Your task — Print the full listing below exactly, keeping every character as it stands.

Entries shown —
╭──
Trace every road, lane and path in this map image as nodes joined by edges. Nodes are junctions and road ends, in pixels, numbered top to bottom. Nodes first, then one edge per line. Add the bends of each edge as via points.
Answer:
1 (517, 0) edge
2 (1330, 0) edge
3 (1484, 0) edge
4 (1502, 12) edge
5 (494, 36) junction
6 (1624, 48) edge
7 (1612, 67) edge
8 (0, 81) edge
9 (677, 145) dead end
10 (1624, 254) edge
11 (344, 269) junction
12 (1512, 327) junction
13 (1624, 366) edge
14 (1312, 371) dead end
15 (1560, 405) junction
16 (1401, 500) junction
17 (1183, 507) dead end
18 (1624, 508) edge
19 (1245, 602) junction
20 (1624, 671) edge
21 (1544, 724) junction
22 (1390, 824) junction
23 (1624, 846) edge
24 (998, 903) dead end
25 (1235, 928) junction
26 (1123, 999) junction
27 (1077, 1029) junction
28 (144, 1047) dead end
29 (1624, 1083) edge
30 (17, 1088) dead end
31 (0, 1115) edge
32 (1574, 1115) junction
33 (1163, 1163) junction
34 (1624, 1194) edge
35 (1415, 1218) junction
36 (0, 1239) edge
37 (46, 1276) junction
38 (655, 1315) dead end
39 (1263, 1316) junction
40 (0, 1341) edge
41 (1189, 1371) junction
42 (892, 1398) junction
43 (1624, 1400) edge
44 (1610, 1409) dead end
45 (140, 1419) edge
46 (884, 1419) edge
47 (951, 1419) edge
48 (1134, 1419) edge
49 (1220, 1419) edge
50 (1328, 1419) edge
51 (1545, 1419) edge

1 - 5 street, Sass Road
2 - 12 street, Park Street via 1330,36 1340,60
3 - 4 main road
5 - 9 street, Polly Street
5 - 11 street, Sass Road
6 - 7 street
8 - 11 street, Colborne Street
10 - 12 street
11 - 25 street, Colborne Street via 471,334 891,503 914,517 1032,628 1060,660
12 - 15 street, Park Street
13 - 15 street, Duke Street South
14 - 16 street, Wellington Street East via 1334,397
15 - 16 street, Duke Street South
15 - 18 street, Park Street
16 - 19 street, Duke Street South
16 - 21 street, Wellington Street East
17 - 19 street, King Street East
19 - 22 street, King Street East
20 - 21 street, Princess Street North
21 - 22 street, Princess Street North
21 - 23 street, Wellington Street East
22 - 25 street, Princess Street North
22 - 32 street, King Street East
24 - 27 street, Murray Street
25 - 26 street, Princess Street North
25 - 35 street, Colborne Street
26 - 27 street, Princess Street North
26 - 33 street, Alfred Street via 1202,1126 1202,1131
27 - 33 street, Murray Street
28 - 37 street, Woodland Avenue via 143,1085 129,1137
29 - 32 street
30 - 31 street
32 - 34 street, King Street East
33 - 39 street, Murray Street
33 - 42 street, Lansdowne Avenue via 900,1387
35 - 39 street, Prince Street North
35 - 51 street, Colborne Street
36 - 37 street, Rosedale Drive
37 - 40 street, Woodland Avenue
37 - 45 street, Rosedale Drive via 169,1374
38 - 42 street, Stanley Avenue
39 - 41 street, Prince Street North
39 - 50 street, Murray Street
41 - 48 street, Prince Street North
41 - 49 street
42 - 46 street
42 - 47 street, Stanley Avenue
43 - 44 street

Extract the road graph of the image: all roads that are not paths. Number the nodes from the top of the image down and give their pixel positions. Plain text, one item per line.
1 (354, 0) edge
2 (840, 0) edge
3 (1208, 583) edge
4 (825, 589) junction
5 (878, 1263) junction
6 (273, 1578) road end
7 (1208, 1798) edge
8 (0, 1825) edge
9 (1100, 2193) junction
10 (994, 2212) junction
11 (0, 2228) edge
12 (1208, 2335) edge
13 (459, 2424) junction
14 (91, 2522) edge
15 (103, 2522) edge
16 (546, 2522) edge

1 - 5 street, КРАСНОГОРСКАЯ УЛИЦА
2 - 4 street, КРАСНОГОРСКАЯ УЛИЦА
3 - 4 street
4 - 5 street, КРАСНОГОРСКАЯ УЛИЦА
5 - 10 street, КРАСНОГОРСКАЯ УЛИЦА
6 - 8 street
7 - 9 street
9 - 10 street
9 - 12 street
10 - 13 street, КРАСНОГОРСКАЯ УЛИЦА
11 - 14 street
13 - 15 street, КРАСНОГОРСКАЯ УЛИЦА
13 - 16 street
╰──
Answer section —
Trace every road, lane and path in this map image as nodes joined by edges. Nodes are junctions and road ends, in pixels, numbered top to bottom. Nodes first, then one edge per line. Add the bends of each edge as via points.
Answer:
1 (517, 0) edge
2 (1330, 0) edge
3 (1484, 0) edge
4 (1502, 12) edge
5 (494, 36) junction
6 (1624, 48) edge
7 (1612, 67) edge
8 (0, 81) edge
9 (677, 145) dead end
10 (1624, 254) edge
11 (344, 269) junction
12 (1512, 327) junction
13 (1624, 366) edge
14 (1312, 371) dead end
15 (1560, 405) junction
16 (1401, 500) junction
17 (1183, 507) dead end
18 (1624, 508) edge
19 (1245, 602) junction
20 (1624, 671) edge
21 (1544, 724) junction
22 (1390, 824) junction
23 (1624, 846) edge
24 (998, 903) dead end
25 (1235, 928) junction
26 (1123, 999) junction
27 (1077, 1029) junction
28 (144, 1047) dead end
29 (1624, 1083) edge
30 (17, 1088) dead end
31 (0, 1115) edge
32 (1574, 1115) junction
33 (1163, 1163) junction
34 (1624, 1194) edge
35 (1415, 1218) junction
36 (0, 1239) edge
37 (46, 1276) junction
38 (655, 1315) dead end
39 (1263, 1316) junction
40 (0, 1341) edge
41 (1189, 1371) junction
42 (892, 1398) junction
43 (1624, 1400) edge
44 (1610, 1409) dead end
45 (140, 1419) edge
46 (884, 1419) edge
47 (951, 1419) edge
48 (1134, 1419) edge
49 (1220, 1419) edge
50 (1328, 1419) edge
51 (1545, 1419) edge

1 - 5 street, Sass Road
2 - 12 street, Park Street via 1330,36 1340,60
3 - 4 main road
5 - 9 street, Polly Street
5 - 11 street, Sass Road
6 - 7 street
8 - 11 street, Colborne Street
10 - 12 street
11 - 25 street, Colborne Street via 471,334 891,503 914,517 1032,628 1060,660
12 - 15 street, Park Street
13 - 15 street, Duke Street South
14 - 16 street, Wellington Street East via 1334,397
15 - 16 street, Duke Street South
15 - 18 street, Park Street
16 - 19 street, Duke Street South
16 - 21 street, Wellington Street East
17 - 19 street, King Street East
19 - 22 street, King Street East
20 - 21 street, Princess Street North
21 - 22 street, Princess Street North
21 - 23 street, Wellington Street East
22 - 25 street, Princess Street North
22 - 32 street, King Street East
24 - 27 street, Murray Street
25 - 26 street, Princess Street North
25 - 35 street, Colborne Street
26 - 27 street, Princess Street North
26 - 33 street, Alfred Street via 1202,1126 1202,1131
27 - 33 street, Murray Street
28 - 37 street, Woodland Avenue via 143,1085 129,1137
29 - 32 street
30 - 31 street
32 - 34 street, King Street East
33 - 39 street, Murray Street
33 - 42 street, Lansdowne Avenue via 900,1387
35 - 39 street, Prince Street North
35 - 51 street, Colborne Street
36 - 37 street, Rosedale Drive
37 - 40 street, Woodland Avenue
37 - 45 street, Rosedale Drive via 169,1374
38 - 42 street, Stanley Avenue
39 - 41 street, Prince Street North
39 - 50 street, Murray Street
41 - 48 street, Prince Street North
41 - 49 street
42 - 46 street
42 - 47 street, Stanley Avenue
43 - 44 street

Extract the road graph of the image: all roads that are not paths. Number the nodes from the top of the image down and give their pixel positions. Plain text, one item per line.
1 (354, 0) edge
2 (840, 0) edge
3 (1208, 583) edge
4 (825, 589) junction
5 (878, 1263) junction
6 (273, 1578) road end
7 (1208, 1798) edge
8 (0, 1825) edge
9 (1100, 2193) junction
10 (994, 2212) junction
11 (0, 2228) edge
12 (1208, 2335) edge
13 (459, 2424) junction
14 (91, 2522) edge
15 (103, 2522) edge
16 (546, 2522) edge

1 - 5 street, КРАСНОГОРСКАЯ УЛИЦА
2 - 4 street, КРАСНОГОРСКАЯ УЛИЦА
3 - 4 street
4 - 5 street, КРАСНОГОРСКАЯ УЛИЦА
5 - 10 street, КРАСНОГОРСКАЯ УЛИЦА
6 - 8 street
7 - 9 street
9 - 10 street
9 - 12 street
10 - 13 street, КРАСНОГОРСКАЯ УЛИЦА
11 - 14 street
13 - 15 street, КРАСНОГОРСКАЯ УЛИЦА
13 - 16 street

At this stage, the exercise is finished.